Kewajiban integrasi antara pabrik dan kebun sebenarnya telah diatur dalam Undang-Undang Nomor 39 Tahun 2014 tentang Perkebunan. Namun, melalui Peraturan Pemerintah Nomor 26 Tahun 2021 sebagai aturan turunan Undang-Undang Cipta Kerja, industri gula rafinasi memperoleh pengecualian sehingga tidak diwajibkan memiliki kebun sendiri.

Belakangan, pemerintah kembali menegaskan rencana penerapan kewajiban tersebut sebagai bagian dari upaya mempercepat swasembada gula nasional. Menteri Pertanian Andi Amran Sulaiman menegaskan seluruh perusahaan gula, termasuk importir gula rafinasi, harus mulai membangun kebun tebu sendiri agar tidak terus bergantung pada bahan baku impor.

Pemerintah juga menetapkan bahwa perusahaan pengolahan gula diwajibkan memiliki kebun yang mampu memasok sedikitnya 20 persen kebutuhan bahan baku pabrik. Kebijakan tersebut disebut sebagai langkah memperkuat produksi gula nasional sekaligus meningkatkan kesejahteraan petani tebu.

Meski demikian, sejumlah ekonom mengingatkan bahwa penerapan aturan tersebut perlu dilakukan secara bertahap. Industri gula rafinasi selama ini dibangun dengan karakteristik berbeda dari pabrik gula konsumsi sehingga perubahan model usaha membutuhkan investasi baru dalam jumlah besar.

Direktur Political Economy and Policy Studies (PEPS), Anthony Budiawan, pada Sabtu ( 1/8/2026) mengatakan, kewajiban memiliki kebun sendiri berpotensi menimbulkan ketidakpastian investasi jika tidak disertai skema transisi yang jelas.

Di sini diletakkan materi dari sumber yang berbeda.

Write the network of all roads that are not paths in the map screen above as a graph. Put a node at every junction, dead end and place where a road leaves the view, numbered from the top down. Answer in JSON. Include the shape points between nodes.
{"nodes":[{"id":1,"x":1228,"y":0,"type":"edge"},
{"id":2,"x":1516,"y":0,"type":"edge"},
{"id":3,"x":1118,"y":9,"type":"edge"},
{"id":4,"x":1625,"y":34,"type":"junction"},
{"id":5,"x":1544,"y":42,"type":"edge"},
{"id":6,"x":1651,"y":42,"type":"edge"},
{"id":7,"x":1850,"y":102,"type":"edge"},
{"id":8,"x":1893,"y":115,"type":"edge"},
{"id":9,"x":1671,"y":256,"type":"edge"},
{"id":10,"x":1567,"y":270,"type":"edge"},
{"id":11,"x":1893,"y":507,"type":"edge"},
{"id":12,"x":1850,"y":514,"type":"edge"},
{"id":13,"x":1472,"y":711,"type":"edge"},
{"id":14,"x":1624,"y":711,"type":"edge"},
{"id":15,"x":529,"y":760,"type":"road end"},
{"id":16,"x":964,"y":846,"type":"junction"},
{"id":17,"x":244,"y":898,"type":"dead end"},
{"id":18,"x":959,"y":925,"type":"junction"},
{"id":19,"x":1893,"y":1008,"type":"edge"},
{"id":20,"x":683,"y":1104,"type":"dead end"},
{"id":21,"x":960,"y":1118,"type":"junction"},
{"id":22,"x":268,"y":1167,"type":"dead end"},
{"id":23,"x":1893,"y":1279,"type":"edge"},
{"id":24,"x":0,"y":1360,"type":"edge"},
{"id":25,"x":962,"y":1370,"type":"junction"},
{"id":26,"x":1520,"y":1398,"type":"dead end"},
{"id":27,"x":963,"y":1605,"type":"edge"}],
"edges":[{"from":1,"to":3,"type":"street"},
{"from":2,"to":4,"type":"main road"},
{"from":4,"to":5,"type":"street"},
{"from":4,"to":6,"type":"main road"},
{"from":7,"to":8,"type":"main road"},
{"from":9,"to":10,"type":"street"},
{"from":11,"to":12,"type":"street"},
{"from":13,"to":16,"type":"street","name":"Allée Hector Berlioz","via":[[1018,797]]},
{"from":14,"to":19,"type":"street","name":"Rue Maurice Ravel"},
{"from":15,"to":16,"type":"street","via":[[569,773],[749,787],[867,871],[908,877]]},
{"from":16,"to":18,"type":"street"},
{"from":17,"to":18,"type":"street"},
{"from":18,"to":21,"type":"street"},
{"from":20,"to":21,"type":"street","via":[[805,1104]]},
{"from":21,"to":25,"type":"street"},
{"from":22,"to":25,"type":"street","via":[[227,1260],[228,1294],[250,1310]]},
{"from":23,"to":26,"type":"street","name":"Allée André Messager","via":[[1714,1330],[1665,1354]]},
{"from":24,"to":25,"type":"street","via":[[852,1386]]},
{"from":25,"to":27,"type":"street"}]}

Selain itu, ia mengingatkan pentingnya menjaga peran petani melalui pola kemitraan agar tidak tersisih ketika perusahaan mulai mengembangkan perkebunan sendiri.

Para pengamat menilai keberhasilan kebijakan tersebut akan sangat bergantung pada kesiapan pemerintah menyediakan regulasi yang jelas, kepastian investasi, serta dukungan terhadap pengembangan perkebunan tebu nasional sehingga target swasembada gula dapat dicapai tanpa mengganggu keberlangsungan industri yang sudah berjalan.